We only see movements that are documented: we talk about “looking at movements” more than the movements themselves. How were these movements perceived, and how was the displacement narrated? Some information on these questions might be found in an unexpected source. Letters written by erudite scholars are a favoured source in the history of scholarship. But they can also reveal other presences, and the movements of travellers, exiles and refugees.

The letters of Sebastian Tengnagel, imperial librarian in Vienna and a scholar of Arabic, Turkish and Persian, are one such case. Nowadays he is a ghostly figure, but in his day he was one of the leading figures of the “Republic of Arabic Letters”. Although he – as a librarian – is a sedentary figure par excellence, his letters are full of movement: of ideas, of books, and of people. In this seminar I will focus on the movement of people. Tengnagel’s correspondents range from giants of philology like Casaubon and Gruter to unknown, mist-shrouded figures from a shifting ecosystem: missionaries, adventurers, interpreters, slaves and prisoners of war, from the borders of the Ottoman Empire and the shores of the Mediterranean. These were the people who conveyed information, who sold or copied the texts that would then be studied in Europe. It was thanks to them that a more precise knowledge of the Near East and of Islam was formed. Through the pages of Tengnagel, a “residual” humanity comes to life: a humanity that came from afar and was marginalised but that existed alongside and communicated with the rarefied world of the Republic of Letters.

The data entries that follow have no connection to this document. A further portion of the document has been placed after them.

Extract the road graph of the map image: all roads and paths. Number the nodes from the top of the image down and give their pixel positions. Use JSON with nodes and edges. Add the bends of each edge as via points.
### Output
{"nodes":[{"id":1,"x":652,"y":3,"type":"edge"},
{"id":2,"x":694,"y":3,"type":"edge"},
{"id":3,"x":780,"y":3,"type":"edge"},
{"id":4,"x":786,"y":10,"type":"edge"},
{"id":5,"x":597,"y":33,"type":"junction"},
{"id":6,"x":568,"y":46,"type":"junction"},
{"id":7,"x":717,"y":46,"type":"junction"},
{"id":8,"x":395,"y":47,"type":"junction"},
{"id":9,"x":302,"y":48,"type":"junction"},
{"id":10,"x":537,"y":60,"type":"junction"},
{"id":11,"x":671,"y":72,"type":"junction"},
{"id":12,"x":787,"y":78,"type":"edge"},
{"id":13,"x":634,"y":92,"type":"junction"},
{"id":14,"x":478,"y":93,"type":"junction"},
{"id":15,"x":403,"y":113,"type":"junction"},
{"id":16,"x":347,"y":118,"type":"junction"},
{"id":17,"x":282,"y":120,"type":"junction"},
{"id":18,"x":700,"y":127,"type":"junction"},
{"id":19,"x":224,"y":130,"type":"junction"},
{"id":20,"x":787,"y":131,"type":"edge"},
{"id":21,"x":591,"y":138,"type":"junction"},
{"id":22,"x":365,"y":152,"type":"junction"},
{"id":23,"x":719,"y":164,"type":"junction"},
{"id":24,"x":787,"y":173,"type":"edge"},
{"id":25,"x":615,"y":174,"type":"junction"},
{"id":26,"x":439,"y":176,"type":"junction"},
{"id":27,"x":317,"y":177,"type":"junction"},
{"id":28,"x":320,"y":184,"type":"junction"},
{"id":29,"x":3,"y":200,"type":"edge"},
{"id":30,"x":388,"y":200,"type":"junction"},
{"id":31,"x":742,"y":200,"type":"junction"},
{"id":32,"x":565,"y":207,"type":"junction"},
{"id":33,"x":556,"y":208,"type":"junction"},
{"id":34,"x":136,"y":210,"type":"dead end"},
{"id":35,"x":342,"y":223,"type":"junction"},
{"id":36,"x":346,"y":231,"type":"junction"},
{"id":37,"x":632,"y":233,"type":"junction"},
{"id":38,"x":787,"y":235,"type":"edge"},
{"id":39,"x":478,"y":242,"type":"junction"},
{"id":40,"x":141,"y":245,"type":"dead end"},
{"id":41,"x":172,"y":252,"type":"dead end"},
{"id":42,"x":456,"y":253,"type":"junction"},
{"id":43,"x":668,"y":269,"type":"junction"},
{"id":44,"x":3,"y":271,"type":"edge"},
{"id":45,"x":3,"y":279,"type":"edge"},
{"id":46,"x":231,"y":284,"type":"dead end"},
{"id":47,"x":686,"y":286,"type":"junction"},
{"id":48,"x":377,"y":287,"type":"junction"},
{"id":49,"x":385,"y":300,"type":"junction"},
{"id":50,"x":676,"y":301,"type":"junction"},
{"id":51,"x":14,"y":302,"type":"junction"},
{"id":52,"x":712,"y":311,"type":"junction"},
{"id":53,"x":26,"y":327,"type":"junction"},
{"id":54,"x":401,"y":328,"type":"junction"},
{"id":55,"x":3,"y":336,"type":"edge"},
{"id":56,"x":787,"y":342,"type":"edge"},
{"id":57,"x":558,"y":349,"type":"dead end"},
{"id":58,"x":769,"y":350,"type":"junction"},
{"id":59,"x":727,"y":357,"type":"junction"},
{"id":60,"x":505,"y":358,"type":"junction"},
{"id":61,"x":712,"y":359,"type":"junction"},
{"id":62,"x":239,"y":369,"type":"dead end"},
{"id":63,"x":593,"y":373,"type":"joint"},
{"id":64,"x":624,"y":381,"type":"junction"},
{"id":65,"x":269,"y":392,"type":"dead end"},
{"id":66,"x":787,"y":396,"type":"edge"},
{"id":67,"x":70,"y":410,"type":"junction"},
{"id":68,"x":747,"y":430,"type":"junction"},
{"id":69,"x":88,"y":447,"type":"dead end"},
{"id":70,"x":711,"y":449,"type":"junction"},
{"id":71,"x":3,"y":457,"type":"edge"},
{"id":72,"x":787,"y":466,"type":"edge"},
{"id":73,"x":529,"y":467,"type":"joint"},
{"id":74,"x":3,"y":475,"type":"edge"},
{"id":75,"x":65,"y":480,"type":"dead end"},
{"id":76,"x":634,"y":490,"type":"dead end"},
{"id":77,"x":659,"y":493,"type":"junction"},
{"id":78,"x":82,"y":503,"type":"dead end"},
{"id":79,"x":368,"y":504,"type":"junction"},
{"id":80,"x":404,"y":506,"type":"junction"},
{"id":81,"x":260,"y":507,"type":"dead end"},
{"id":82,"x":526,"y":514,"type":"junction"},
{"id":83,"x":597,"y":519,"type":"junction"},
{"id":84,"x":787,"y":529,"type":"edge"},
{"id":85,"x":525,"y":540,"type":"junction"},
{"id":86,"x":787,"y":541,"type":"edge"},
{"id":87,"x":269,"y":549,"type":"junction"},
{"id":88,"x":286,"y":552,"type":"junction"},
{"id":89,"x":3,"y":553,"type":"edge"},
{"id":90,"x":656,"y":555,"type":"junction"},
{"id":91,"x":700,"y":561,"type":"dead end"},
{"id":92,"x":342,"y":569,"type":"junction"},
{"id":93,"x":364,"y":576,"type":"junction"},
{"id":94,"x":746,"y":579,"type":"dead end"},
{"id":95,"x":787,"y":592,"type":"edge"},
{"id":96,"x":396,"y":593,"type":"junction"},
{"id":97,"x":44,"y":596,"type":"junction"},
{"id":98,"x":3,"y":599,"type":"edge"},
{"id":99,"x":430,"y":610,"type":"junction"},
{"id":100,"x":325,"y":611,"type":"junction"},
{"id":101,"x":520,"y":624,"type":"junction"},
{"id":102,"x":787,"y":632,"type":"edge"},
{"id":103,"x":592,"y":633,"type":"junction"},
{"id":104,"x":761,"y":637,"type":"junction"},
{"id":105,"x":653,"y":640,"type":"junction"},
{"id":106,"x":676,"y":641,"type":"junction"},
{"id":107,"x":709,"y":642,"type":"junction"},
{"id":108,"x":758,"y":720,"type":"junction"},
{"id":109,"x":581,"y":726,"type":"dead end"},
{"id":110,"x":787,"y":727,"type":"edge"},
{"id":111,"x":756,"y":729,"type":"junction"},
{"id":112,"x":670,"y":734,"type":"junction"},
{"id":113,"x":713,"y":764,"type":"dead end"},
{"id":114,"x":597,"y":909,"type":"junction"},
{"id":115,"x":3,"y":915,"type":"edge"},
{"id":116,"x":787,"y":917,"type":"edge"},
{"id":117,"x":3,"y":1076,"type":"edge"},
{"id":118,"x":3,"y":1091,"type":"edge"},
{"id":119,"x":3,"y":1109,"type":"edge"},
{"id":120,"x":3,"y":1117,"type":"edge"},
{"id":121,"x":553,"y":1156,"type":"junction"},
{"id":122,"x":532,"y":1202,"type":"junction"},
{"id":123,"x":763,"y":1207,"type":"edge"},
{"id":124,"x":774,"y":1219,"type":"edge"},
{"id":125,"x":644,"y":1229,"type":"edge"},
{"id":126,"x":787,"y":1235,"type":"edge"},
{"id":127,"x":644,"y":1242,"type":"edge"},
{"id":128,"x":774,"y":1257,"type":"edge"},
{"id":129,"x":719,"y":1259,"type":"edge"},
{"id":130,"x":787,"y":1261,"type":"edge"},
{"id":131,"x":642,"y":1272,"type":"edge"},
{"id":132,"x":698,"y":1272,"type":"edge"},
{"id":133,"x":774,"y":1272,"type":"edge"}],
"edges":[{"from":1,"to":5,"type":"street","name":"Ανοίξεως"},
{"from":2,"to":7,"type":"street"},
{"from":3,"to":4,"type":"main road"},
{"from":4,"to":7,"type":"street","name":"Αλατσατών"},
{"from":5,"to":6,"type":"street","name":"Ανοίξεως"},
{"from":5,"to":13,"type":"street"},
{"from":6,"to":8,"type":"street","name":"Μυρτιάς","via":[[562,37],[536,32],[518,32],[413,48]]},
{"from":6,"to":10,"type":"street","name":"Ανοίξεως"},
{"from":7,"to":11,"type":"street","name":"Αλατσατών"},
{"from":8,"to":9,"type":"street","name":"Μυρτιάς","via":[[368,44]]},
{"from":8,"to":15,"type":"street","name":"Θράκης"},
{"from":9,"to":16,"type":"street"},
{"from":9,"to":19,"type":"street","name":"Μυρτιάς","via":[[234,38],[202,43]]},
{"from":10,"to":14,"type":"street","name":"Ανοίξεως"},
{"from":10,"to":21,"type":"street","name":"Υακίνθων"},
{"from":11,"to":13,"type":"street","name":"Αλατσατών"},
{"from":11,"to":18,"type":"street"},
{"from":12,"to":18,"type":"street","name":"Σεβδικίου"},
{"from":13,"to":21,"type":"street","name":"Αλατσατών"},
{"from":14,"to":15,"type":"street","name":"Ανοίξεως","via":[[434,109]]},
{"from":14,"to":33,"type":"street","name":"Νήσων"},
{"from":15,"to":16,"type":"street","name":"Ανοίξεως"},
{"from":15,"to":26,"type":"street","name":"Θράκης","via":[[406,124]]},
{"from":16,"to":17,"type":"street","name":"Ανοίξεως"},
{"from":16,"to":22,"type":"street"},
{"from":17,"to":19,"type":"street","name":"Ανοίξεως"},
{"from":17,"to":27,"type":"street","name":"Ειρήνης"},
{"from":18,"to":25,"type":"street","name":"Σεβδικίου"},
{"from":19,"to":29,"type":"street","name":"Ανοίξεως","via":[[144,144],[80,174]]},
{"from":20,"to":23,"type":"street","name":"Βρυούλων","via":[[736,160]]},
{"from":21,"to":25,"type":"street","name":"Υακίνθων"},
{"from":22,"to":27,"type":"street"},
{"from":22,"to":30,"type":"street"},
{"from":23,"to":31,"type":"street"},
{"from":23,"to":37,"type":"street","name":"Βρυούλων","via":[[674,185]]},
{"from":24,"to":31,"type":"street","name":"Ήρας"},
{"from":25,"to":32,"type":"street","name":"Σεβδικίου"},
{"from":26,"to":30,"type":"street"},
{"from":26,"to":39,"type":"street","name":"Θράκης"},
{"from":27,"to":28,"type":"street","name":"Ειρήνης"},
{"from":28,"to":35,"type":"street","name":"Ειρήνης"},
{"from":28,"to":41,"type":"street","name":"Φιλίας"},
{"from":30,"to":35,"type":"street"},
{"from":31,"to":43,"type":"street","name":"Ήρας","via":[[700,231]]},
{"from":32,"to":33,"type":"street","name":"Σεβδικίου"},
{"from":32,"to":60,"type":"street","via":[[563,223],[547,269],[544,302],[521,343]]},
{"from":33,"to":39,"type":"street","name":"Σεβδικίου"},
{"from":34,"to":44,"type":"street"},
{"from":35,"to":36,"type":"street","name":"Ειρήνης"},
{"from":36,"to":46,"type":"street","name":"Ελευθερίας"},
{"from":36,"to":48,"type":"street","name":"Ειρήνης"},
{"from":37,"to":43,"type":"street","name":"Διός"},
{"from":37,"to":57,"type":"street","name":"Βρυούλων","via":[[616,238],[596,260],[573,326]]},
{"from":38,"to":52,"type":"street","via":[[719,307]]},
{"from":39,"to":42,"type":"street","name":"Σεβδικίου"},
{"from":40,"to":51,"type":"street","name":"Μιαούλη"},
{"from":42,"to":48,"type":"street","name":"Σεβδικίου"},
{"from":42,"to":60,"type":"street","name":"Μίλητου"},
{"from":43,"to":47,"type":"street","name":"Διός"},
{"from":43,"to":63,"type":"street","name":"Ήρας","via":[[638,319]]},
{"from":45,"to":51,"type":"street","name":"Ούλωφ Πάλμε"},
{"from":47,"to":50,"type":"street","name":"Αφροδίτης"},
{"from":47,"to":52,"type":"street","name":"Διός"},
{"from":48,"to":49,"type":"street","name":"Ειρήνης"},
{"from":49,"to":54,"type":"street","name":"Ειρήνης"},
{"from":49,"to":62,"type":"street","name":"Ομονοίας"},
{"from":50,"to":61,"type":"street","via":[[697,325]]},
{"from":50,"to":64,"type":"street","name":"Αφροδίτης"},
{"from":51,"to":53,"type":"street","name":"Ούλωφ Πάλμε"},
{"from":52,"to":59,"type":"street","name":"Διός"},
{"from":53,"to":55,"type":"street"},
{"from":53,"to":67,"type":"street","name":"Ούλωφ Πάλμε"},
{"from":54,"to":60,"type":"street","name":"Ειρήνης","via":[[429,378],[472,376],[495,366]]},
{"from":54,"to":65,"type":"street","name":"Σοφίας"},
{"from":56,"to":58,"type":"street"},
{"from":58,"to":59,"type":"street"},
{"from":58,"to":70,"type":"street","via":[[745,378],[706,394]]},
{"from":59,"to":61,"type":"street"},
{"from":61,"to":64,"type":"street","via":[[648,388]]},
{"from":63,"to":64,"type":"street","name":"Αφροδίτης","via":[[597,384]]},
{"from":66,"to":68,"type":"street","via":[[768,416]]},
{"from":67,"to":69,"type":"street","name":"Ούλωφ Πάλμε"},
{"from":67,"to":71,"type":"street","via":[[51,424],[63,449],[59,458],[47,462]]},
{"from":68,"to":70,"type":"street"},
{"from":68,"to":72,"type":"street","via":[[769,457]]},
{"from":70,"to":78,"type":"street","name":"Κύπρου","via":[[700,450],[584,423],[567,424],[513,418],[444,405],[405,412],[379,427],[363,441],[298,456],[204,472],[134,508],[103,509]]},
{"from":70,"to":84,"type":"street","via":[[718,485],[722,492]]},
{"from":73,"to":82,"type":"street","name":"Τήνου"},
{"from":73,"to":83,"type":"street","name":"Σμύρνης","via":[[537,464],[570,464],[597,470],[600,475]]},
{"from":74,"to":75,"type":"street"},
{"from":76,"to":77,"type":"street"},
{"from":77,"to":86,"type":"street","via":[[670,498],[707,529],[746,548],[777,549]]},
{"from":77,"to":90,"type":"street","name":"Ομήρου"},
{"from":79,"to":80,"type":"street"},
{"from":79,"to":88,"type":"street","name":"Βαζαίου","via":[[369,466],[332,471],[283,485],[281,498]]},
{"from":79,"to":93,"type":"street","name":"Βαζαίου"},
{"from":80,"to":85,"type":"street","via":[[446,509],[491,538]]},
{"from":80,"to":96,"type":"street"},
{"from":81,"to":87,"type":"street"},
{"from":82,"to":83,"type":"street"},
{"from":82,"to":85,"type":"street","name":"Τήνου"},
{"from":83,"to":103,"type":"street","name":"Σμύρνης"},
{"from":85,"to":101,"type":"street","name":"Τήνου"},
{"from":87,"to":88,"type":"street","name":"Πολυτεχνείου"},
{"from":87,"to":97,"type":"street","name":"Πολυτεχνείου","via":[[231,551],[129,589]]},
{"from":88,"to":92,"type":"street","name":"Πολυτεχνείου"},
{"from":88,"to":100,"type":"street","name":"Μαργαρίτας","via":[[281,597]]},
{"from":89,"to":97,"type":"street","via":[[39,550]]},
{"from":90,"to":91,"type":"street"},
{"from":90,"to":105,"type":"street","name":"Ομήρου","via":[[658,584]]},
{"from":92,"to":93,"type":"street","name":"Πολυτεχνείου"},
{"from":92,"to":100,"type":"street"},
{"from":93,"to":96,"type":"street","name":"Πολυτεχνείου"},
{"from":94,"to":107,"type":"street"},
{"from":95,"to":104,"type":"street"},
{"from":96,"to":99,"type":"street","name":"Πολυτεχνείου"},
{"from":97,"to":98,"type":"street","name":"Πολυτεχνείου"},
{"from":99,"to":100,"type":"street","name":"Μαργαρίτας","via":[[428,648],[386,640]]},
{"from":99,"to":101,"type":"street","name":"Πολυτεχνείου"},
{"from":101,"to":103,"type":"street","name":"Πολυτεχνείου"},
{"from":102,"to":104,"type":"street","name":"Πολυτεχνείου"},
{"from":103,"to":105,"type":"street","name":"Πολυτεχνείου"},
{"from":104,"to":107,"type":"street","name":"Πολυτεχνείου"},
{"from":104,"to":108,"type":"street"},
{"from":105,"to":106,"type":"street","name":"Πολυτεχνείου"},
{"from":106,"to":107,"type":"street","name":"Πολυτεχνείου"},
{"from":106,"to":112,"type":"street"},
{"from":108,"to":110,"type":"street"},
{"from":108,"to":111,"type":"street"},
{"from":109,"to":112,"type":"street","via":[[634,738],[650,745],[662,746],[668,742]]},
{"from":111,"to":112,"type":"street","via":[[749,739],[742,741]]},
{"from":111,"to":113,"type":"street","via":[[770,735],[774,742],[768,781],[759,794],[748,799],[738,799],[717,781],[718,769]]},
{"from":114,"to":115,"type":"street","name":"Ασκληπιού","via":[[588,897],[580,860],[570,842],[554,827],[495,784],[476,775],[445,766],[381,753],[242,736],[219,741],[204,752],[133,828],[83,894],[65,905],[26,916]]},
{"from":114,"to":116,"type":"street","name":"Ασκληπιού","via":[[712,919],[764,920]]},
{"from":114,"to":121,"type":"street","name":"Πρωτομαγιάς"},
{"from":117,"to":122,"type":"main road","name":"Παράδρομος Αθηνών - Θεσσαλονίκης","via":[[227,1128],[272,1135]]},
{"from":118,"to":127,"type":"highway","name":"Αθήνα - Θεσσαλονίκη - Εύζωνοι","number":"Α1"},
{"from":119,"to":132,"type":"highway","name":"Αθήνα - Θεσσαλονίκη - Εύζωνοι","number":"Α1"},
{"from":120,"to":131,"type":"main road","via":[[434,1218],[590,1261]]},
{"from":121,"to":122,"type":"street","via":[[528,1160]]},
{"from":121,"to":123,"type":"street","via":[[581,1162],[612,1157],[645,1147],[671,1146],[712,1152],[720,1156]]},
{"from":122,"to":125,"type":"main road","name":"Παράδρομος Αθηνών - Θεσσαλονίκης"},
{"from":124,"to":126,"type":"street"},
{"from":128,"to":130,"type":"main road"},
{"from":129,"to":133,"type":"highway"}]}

With few, rare exceptions, these lives had to undergo conversion to Christianity before they could emerge from the shadows. The second part of this seminar will therefore focus on a collection of tales of conversion to Catholicism (soon to be published) that includes stories of women, children, slaves, and the mentally ill. This material is significant not just from a religious studies perspective but also, once again, as a source of information that sheds lights on a humanity that would otherwise have remained submerged. And in some rare cases it leaves a trace of the emotional trauma that these geographical and spiritual movements must have caused.

 

Chiara Petrolini is currently working on the project “The Oriental Outpost of the Republic of Letters. Sebastian Tengnagel (d. 1636), the Imperial Library in Vienna, and Knowledge about the Orient”, based at the University of Vienna (with T. Wallnig, H. Çelik, P. Molino, C. Römer: https://geschichtsforschung.univie.ac.at/forschung/oorpl/).

Her research interests focus on responses to the conflicts – political, intellectual and religious – of the 16th and 17th century. After graduating from the Scuola Normale Superiore in the history of philosophy in the early modern period, she wrote her PhD dissertation on Paolo Sarpi and his idea of sovereignty. She has always paid special attention to people in exile: she followed the stories of some Venetians who left for the England of James I, and she has worked on the multiple autobiographies of a young English poet and writer who converted to Catholicism. Driven by her interest in religious conversion, she focused on the link between violence and conversion and, conversely, on the idea of peaceful universal conversion theorized by Campanella. Together with V. Lavenia and S. Pavone, she has collected narratives of conversion held in Rome (Viella, 2020).

She received fellowships including postdocs at the Warburg Institute, at the Folger Shakespeare Library and at the German Historical Institute in Rome. In July 2019 she joined the Cost Action Project “People in Motion: Entangled Histories of Displacement across the Mediterranean”, ​chaired by Giovanni Tarantino, where she is part of the Workgroup “Ideas in motion”, coordinated by Luisa Simonutti.